### LISTED ENTRIES

.....

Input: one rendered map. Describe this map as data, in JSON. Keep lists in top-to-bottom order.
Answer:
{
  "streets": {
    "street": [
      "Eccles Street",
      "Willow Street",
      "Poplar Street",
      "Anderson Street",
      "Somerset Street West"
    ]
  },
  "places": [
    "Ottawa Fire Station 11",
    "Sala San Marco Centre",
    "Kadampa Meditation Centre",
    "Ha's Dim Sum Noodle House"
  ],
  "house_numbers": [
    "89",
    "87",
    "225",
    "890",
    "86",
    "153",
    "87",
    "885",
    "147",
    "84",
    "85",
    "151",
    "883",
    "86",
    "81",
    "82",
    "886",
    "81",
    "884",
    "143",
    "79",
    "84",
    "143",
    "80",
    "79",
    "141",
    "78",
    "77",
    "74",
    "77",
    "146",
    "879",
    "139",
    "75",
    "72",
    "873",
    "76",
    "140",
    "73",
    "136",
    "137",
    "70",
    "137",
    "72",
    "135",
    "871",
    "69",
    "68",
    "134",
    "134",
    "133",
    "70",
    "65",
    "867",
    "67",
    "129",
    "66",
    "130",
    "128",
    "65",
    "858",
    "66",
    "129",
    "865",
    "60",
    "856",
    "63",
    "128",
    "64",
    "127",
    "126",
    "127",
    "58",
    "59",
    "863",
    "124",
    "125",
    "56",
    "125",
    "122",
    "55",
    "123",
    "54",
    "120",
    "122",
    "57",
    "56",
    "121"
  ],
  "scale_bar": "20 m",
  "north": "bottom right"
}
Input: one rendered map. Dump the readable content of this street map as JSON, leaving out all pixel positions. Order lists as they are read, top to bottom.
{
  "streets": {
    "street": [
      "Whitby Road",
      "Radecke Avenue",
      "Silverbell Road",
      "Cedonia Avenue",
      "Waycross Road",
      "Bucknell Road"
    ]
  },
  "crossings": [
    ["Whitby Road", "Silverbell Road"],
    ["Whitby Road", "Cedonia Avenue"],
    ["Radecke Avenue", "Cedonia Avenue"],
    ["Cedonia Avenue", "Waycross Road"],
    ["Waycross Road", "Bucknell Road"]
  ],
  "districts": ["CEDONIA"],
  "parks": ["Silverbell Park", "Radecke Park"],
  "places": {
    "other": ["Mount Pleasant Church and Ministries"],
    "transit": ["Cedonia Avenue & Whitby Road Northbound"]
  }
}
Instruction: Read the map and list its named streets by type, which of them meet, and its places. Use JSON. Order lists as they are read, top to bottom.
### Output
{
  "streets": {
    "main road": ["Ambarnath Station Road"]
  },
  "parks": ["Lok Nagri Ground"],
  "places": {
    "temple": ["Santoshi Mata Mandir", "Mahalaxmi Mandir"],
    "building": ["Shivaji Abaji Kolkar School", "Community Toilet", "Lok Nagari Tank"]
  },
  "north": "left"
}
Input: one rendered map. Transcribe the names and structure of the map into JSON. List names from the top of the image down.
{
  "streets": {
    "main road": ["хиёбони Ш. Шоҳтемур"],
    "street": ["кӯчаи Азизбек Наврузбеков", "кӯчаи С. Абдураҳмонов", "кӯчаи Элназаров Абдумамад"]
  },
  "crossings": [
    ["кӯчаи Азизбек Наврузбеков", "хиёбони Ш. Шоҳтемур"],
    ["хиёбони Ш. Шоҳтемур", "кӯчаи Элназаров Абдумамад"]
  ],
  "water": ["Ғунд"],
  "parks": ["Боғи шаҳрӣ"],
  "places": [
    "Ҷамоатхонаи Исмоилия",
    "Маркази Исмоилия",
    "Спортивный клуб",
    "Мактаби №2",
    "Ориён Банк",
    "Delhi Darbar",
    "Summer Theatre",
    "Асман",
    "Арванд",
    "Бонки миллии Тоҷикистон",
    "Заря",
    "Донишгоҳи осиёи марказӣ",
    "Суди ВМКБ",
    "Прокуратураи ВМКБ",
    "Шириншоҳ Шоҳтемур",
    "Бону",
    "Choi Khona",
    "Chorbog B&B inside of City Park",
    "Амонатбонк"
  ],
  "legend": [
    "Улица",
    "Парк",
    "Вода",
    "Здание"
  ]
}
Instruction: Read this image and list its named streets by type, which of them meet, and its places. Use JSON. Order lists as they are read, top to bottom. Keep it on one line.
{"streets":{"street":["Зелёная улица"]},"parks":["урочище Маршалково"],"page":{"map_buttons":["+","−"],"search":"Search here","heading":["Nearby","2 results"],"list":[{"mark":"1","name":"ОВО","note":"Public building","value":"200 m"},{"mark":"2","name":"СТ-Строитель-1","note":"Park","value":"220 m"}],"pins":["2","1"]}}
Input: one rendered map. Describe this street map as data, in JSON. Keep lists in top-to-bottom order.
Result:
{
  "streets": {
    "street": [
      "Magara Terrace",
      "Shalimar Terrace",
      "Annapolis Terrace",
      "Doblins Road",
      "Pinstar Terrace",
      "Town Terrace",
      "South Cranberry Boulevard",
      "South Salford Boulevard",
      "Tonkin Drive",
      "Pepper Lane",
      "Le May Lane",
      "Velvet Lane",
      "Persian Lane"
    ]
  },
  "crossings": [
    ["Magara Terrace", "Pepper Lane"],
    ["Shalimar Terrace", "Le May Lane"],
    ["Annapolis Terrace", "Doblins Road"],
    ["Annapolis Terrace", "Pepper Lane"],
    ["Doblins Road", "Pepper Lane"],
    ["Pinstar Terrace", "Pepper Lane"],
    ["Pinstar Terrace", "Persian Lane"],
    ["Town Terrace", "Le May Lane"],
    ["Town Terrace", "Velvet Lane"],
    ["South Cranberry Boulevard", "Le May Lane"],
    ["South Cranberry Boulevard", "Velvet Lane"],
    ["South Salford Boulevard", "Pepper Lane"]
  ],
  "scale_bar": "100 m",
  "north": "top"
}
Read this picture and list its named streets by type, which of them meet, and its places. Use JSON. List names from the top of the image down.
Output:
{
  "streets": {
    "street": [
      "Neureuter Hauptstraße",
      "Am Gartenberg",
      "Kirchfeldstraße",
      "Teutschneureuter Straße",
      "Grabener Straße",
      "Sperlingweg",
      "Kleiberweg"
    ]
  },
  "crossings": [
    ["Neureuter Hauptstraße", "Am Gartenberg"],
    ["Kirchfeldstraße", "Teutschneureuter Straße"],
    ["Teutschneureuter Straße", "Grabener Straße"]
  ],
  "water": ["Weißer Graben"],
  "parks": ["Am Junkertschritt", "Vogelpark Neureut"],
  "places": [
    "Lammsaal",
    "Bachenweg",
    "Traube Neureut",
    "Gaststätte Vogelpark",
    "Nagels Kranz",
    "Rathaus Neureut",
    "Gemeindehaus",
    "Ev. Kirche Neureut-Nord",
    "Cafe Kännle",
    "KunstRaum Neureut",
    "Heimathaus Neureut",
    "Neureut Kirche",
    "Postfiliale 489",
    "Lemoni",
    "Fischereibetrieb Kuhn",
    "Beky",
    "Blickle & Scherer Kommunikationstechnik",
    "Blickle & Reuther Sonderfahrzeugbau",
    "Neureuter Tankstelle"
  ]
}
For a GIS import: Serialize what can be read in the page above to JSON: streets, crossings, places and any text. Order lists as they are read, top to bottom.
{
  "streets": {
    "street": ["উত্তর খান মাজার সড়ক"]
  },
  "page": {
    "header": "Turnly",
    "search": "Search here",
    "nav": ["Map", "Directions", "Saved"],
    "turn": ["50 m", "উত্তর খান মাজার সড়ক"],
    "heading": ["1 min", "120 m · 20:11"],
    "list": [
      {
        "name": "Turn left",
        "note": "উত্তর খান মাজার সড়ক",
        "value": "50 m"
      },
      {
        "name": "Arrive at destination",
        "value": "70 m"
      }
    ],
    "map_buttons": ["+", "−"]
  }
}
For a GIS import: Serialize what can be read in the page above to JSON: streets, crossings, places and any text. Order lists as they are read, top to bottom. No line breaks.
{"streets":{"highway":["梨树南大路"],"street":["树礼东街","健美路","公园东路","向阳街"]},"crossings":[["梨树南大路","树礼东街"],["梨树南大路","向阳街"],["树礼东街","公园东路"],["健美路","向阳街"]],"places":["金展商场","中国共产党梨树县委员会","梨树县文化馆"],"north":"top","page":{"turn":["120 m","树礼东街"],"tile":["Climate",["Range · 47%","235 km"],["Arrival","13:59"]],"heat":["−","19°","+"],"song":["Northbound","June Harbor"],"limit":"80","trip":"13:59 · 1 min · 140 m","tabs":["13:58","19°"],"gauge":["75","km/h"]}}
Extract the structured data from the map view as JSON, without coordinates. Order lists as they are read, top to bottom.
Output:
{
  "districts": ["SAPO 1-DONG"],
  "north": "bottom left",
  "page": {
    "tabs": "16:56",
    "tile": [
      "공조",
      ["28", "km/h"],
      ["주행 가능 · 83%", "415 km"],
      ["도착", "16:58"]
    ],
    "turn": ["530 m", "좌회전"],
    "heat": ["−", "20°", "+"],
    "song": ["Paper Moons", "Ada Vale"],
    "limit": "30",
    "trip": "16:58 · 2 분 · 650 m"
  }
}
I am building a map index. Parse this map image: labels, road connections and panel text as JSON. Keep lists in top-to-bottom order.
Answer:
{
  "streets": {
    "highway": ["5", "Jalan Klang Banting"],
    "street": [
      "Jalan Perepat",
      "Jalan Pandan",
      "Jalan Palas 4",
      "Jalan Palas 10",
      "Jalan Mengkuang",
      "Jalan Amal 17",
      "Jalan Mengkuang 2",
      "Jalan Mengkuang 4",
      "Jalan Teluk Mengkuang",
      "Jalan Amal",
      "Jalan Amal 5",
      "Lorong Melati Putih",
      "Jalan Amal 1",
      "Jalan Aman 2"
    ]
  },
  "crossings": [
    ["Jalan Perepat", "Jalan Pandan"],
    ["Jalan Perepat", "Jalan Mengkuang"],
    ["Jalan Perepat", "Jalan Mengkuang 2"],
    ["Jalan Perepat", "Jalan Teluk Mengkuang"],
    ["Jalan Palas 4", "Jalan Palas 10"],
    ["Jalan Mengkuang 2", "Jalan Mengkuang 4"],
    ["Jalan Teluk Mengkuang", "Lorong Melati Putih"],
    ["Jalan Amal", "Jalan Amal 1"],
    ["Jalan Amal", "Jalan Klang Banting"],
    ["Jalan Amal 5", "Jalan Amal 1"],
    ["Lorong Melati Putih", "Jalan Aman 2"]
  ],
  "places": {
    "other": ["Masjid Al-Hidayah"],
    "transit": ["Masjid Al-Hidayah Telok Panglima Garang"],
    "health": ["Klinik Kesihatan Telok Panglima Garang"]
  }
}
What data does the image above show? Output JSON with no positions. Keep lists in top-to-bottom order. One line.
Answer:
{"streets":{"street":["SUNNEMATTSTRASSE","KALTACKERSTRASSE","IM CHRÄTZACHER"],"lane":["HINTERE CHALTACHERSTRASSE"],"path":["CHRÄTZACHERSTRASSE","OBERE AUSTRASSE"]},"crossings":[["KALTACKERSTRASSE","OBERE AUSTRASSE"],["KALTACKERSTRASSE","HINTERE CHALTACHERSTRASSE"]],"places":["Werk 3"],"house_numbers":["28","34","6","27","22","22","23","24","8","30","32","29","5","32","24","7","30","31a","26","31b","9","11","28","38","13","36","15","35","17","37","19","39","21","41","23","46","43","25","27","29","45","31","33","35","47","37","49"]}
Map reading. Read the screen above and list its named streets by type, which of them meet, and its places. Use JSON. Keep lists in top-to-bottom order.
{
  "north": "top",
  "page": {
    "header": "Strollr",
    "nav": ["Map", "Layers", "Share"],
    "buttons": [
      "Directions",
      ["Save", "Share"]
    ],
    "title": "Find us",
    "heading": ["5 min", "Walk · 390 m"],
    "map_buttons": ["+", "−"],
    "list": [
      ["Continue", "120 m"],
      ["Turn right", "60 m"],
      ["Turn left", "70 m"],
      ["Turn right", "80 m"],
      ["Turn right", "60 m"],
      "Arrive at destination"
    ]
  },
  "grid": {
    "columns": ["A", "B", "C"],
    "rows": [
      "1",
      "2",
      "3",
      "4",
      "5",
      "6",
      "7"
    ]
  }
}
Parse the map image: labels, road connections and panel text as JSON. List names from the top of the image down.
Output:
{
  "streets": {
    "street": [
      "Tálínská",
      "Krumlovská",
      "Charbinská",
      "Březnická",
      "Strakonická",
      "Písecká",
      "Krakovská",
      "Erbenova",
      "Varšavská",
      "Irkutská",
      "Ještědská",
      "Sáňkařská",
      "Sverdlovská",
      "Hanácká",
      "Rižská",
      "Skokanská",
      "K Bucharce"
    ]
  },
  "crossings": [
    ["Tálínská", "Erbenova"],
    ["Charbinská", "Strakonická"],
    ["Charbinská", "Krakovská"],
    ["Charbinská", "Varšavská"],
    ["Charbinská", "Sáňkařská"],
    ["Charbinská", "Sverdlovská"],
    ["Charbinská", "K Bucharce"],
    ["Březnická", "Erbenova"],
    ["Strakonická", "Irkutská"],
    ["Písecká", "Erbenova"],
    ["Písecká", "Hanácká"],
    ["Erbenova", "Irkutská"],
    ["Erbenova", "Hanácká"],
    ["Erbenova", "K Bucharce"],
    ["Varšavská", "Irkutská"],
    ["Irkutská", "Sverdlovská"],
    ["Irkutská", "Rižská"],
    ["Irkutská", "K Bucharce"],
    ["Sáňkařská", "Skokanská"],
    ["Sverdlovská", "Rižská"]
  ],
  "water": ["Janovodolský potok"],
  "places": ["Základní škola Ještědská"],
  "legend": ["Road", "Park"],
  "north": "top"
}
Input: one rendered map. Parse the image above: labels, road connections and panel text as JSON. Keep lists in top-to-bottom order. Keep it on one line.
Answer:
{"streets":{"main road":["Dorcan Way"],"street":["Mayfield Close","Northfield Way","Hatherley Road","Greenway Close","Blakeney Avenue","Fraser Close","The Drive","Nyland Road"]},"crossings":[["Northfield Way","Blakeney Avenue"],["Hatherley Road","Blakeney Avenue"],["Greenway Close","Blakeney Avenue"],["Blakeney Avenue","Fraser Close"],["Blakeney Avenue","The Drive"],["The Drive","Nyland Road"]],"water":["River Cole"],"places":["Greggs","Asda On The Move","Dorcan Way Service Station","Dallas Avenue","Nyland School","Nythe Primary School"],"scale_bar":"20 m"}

.....

### WHAT TO PRODUCE
With the first line being the one containing "Instruction: Read the" and the last line the one containing "Input: one rendered map. Describe this street", transcribe exactly the lines above that fall in that range.

### EXERCISE OUTPUT
Instruction: Read the map and list its named streets by type, which of them meet, and its places. Use JSON. Order lists as they are read, top to bottom.
### Output
{
  "streets": {
    "main road": ["Ambarnath Station Road"]
  },
  "parks": ["Lok Nagri Ground"],
  "places": {
    "temple": ["Santoshi Mata Mandir", "Mahalaxmi Mandir"],
    "building": ["Shivaji Abaji Kolkar School", "Community Toilet", "Lok Nagari Tank"]
  },
  "north": "left"
}
Input: one rendered map. Transcribe the names and structure of the map into JSON. List names from the top of the image down.
{
  "streets": {
    "main road": ["хиёбони Ш. Шоҳтемур"],
    "street": ["кӯчаи Азизбек Наврузбеков", "кӯчаи С. Абдураҳмонов", "кӯчаи Элназаров Абдумамад"]
  },
  "crossings": [
    ["кӯчаи Азизбек Наврузбеков", "хиёбони Ш. Шоҳтемур"],
    ["хиёбони Ш. Шоҳтемур", "кӯчаи Элназаров Абдумамад"]
  ],
  "water": ["Ғунд"],
  "parks": ["Боғи шаҳрӣ"],
  "places": [
    "Ҷамоатхонаи Исмоилия",
    "Маркази Исмоилия",
    "Спортивный клуб",
    "Мактаби №2",
    "Ориён Банк",
    "Delhi Darbar",
    "Summer Theatre",
    "Асман",
    "Арванд",
    "Бонки миллии Тоҷикистон",
    "Заря",
    "Донишгоҳи осиёи марказӣ",
    "Суди ВМКБ",
    "Прокуратураи ВМКБ",
    "Шириншоҳ Шоҳтемур",
    "Бону",
    "Choi Khona",
    "Chorbog B&B inside of City Park",
    "Амонатбонк"
  ],
  "legend": [
    "Улица",
    "Парк",
    "Вода",
    "Здание"
  ]
}
Instruction: Read this image and list its named streets by type, which of them meet, and its places. Use JSON. Order lists as they are read, top to bottom. Keep it on one line.
{"streets":{"street":["Зелёная улица"]},"parks":["урочище Маршалково"],"page":{"map_buttons":["+","−"],"search":"Search here","heading":["Nearby","2 results"],"list":[{"mark":"1","name":"ОВО","note":"Public building","value":"200 m"},{"mark":"2","name":"СТ-Строитель-1","note":"Park","value":"220 m"}],"pins":["2","1"]}}
Input: one rendered map. Describe this street map as data, in JSON. Keep lists in top-to-bottom order.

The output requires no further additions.